*** Opening Records shown ***
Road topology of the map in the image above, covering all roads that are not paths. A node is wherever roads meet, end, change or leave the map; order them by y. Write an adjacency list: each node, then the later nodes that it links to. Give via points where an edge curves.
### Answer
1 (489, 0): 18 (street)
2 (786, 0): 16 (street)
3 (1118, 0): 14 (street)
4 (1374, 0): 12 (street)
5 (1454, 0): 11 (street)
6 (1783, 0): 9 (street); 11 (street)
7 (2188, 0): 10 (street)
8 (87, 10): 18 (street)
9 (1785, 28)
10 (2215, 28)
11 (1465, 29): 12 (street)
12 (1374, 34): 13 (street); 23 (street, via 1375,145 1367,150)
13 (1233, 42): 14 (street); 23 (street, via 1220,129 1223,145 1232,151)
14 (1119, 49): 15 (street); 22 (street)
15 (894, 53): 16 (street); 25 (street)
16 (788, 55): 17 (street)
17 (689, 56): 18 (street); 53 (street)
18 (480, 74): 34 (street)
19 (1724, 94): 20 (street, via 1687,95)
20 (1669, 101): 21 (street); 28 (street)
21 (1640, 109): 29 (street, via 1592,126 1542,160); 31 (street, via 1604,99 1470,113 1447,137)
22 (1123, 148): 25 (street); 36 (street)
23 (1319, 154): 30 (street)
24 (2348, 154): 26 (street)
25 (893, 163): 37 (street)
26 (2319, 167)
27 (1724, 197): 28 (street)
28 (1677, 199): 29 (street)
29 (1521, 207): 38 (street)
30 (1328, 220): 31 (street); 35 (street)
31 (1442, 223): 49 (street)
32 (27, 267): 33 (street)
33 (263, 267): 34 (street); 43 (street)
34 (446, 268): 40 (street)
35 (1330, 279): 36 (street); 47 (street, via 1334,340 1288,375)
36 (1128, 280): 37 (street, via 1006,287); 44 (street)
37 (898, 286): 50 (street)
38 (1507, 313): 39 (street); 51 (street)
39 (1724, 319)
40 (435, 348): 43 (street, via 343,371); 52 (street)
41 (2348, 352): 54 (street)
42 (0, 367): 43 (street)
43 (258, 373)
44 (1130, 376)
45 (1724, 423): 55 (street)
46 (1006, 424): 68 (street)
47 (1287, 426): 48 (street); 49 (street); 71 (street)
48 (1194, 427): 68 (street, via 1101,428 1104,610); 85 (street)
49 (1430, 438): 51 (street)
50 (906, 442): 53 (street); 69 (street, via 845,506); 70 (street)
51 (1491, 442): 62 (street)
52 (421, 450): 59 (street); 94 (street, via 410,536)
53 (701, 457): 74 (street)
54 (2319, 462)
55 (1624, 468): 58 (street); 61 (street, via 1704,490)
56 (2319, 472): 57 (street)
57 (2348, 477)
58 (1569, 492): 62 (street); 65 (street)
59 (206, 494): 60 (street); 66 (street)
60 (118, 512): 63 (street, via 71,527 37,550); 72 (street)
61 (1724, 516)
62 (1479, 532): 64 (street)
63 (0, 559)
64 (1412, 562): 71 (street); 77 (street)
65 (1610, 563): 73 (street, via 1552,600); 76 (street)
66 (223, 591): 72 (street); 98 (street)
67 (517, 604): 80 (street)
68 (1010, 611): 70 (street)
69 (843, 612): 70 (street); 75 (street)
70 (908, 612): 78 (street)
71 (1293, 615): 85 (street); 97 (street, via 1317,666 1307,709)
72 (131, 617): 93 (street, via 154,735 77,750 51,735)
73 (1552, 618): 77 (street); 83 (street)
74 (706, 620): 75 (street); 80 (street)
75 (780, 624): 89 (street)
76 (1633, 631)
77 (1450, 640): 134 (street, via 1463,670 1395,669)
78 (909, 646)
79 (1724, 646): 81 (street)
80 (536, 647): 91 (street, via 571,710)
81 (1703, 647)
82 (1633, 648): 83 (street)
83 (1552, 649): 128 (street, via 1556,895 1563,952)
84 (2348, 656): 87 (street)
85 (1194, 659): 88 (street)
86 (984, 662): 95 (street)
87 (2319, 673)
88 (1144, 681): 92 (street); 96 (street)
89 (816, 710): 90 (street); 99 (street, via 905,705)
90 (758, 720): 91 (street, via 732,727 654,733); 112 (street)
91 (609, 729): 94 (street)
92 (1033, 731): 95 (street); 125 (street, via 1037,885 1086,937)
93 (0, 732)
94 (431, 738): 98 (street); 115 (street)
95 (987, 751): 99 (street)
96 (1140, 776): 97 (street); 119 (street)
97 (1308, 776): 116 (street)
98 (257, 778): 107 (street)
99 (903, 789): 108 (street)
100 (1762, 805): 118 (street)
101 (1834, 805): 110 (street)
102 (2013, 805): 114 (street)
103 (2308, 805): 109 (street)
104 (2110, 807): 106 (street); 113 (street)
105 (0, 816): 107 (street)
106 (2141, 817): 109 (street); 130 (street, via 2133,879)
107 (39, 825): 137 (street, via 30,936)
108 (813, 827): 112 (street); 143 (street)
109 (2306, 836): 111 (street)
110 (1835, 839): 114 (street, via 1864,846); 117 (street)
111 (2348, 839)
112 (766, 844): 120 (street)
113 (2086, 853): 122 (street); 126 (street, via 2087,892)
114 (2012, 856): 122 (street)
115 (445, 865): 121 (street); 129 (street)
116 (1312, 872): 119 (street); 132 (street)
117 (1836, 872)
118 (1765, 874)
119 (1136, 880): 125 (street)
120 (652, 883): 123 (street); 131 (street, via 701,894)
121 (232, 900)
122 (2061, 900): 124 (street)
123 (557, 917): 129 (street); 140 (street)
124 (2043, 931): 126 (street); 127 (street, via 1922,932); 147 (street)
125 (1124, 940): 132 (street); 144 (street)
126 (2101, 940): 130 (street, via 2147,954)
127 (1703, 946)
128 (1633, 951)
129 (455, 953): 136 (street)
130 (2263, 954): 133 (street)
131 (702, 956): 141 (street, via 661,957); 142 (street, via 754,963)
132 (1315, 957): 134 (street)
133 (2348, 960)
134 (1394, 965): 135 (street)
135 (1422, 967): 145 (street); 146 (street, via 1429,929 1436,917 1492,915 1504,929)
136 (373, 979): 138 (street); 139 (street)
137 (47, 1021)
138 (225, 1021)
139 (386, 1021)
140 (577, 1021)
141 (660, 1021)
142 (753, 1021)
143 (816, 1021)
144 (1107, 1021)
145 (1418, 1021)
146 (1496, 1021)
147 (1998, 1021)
*** Closing Records shown ***
▶ Required work
Every entry above should come back exactly as written.

▶ Response box
Road topology of the map in the image above, covering all roads that are not paths. A node is wherever roads meet, end, change or leave the map; order them by y. Write an adjacency list: each node, then the later nodes that it links to. Give via points where an edge curves.
### Answer
1 (489, 0): 18 (street)
2 (786, 0): 16 (street)
3 (1118, 0): 14 (street)
4 (1374, 0): 12 (street)
5 (1454, 0): 11 (street)
6 (1783, 0): 9 (street); 11 (street)
7 (2188, 0): 10 (street)
8 (87, 10): 18 (street)
9 (1785, 28)
10 (2215, 28)
11 (1465, 29): 12 (street)
12 (1374, 34): 13 (street); 23 (street, via 1375,145 1367,150)
13 (1233, 42): 14 (street); 23 (street, via 1220,129 1223,145 1232,151)
14 (1119, 49): 15 (street); 22 (street)
15 (894, 53): 16 (street); 25 (street)
16 (788, 55): 17 (street)
17 (689, 56): 18 (street); 53 (street)
18 (480, 74): 34 (street)
19 (1724, 94): 20 (street, via 1687,95)
20 (1669, 101): 21 (street); 28 (street)
21 (1640, 109): 29 (street, via 1592,126 1542,160); 31 (street, via 1604,99 1470,113 1447,137)
22 (1123, 148): 25 (street); 36 (street)
23 (1319, 154): 30 (street)
24 (2348, 154): 26 (street)
25 (893, 163): 37 (street)
26 (2319, 167)
27 (1724, 197): 28 (street)
28 (1677, 199): 29 (street)
29 (1521, 207): 38 (street)
30 (1328, 220): 31 (street); 35 (street)
31 (1442, 223): 49 (street)
32 (27, 267): 33 (street)
33 (263, 267): 34 (street); 43 (street)
34 (446, 268): 40 (street)
35 (1330, 279): 36 (street); 47 (street, via 1334,340 1288,375)
36 (1128, 280): 37 (street, via 1006,287); 44 (street)
37 (898, 286): 50 (street)
38 (1507, 313): 39 (street); 51 (street)
39 (1724, 319)
40 (435, 348): 43 (street, via 343,371); 52 (street)
41 (2348, 352): 54 (street)
42 (0, 367): 43 (street)
43 (258, 373)
44 (1130, 376)
45 (1724, 423): 55 (street)
46 (1006, 424): 68 (street)
47 (1287, 426): 48 (street); 49 (street); 71 (street)
48 (1194, 427): 68 (street, via 1101,428 1104,610); 85 (street)
49 (1430, 438): 51 (street)
50 (906, 442): 53 (street); 69 (street, via 845,506); 70 (street)
51 (1491, 442): 62 (street)
52 (421, 450): 59 (street); 94 (street, via 410,536)
53 (701, 457): 74 (street)
54 (2319, 462)
55 (1624, 468): 58 (street); 61 (street, via 1704,490)
56 (2319, 472): 57 (street)
57 (2348, 477)
58 (1569, 492): 62 (street); 65 (street)
59 (206, 494): 60 (street); 66 (street)
60 (118, 512): 63 (street, via 71,527 37,550); 72 (street)
61 (1724, 516)
62 (1479, 532): 64 (street)
63 (0, 559)
64 (1412, 562): 71 (street); 77 (street)
65 (1610, 563): 73 (street, via 1552,600); 76 (street)
66 (223, 591): 72 (street); 98 (street)
67 (517, 604): 80 (street)
68 (1010, 611): 70 (street)
69 (843, 612): 70 (street); 75 (street)
70 (908, 612): 78 (street)
71 (1293, 615): 85 (street); 97 (street, via 1317,666 1307,709)
72 (131, 617): 93 (street, via 154,735 77,750 51,735)
73 (1552, 618): 77 (street); 83 (street)
74 (706, 620): 75 (street); 80 (street)
75 (780, 624): 89 (street)
76 (1633, 631)
77 (1450, 640): 134 (street, via 1463,670 1395,669)
78 (909, 646)
79 (1724, 646): 81 (street)
80 (536, 647): 91 (street, via 571,710)
81 (1703, 647)
82 (1633, 648): 83 (street)
83 (1552, 649): 128 (street, via 1556,895 1563,952)
84 (2348, 656): 87 (street)
85 (1194, 659): 88 (street)
86 (984, 662): 95 (street)
87 (2319, 673)
88 (1144, 681): 92 (street); 96 (street)
89 (816, 710): 90 (street); 99 (street, via 905,705)
90 (758, 720): 91 (street, via 732,727 654,733); 112 (street)
91 (609, 729): 94 (street)
92 (1033, 731): 95 (street); 125 (street, via 1037,885 1086,937)
93 (0, 732)
94 (431, 738): 98 (street); 115 (street)
95 (987, 751): 99 (street)
96 (1140, 776): 97 (street); 119 (street)
97 (1308, 776): 116 (street)
98 (257, 778): 107 (street)
99 (903, 789): 108 (street)
100 (1762, 805): 118 (street)
101 (1834, 805): 110 (street)
102 (2013, 805): 114 (street)
103 (2308, 805): 109 (street)
104 (2110, 807): 106 (street); 113 (street)
105 (0, 816): 107 (street)
106 (2141, 817): 109 (street); 130 (street, via 2133,879)
107 (39, 825): 137 (street, via 30,936)
108 (813, 827): 112 (street); 143 (street)
109 (2306, 836): 111 (street)
110 (1835, 839): 114 (street, via 1864,846); 117 (street)
111 (2348, 839)
112 (766, 844): 120 (street)
113 (2086, 853): 122 (street); 126 (street, via 2087,892)
114 (2012, 856): 122 (street)
115 (445, 865): 121 (street); 129 (street)
116 (1312, 872): 119 (street); 132 (street)
117 (1836, 872)
118 (1765, 874)
119 (1136, 880): 125 (street)
120 (652, 883): 123 (street); 131 (street, via 701,894)
121 (232, 900)
122 (2061, 900): 124 (street)
123 (557, 917): 129 (street); 140 (street)
124 (2043, 931): 126 (street); 127 (street, via 1922,932); 147 (street)
125 (1124, 940): 132 (street); 144 (street)
126 (2101, 940): 130 (street, via 2147,954)
127 (1703, 946)
128 (1633, 951)
129 (455, 953): 136 (street)
130 (2263, 954): 133 (street)
131 (702, 956): 141 (street, via 661,957); 142 (street, via 754,963)
132 (1315, 957): 134 (street)
133 (2348, 960)
134 (1394, 965): 135 (street)
135 (1422, 967): 145 (street); 146 (street, via 1429,929 1436,917 1492,915 1504,929)
136 (373, 979): 138 (street); 139 (street)
137 (47, 1021)
138 (225, 1021)
139 (386, 1021)
140 (577, 1021)
141 (660, 1021)
142 (753, 1021)
143 (816, 1021)
144 (1107, 1021)
145 (1418, 1021)
146 (1496, 1021)
147 (1998, 1021)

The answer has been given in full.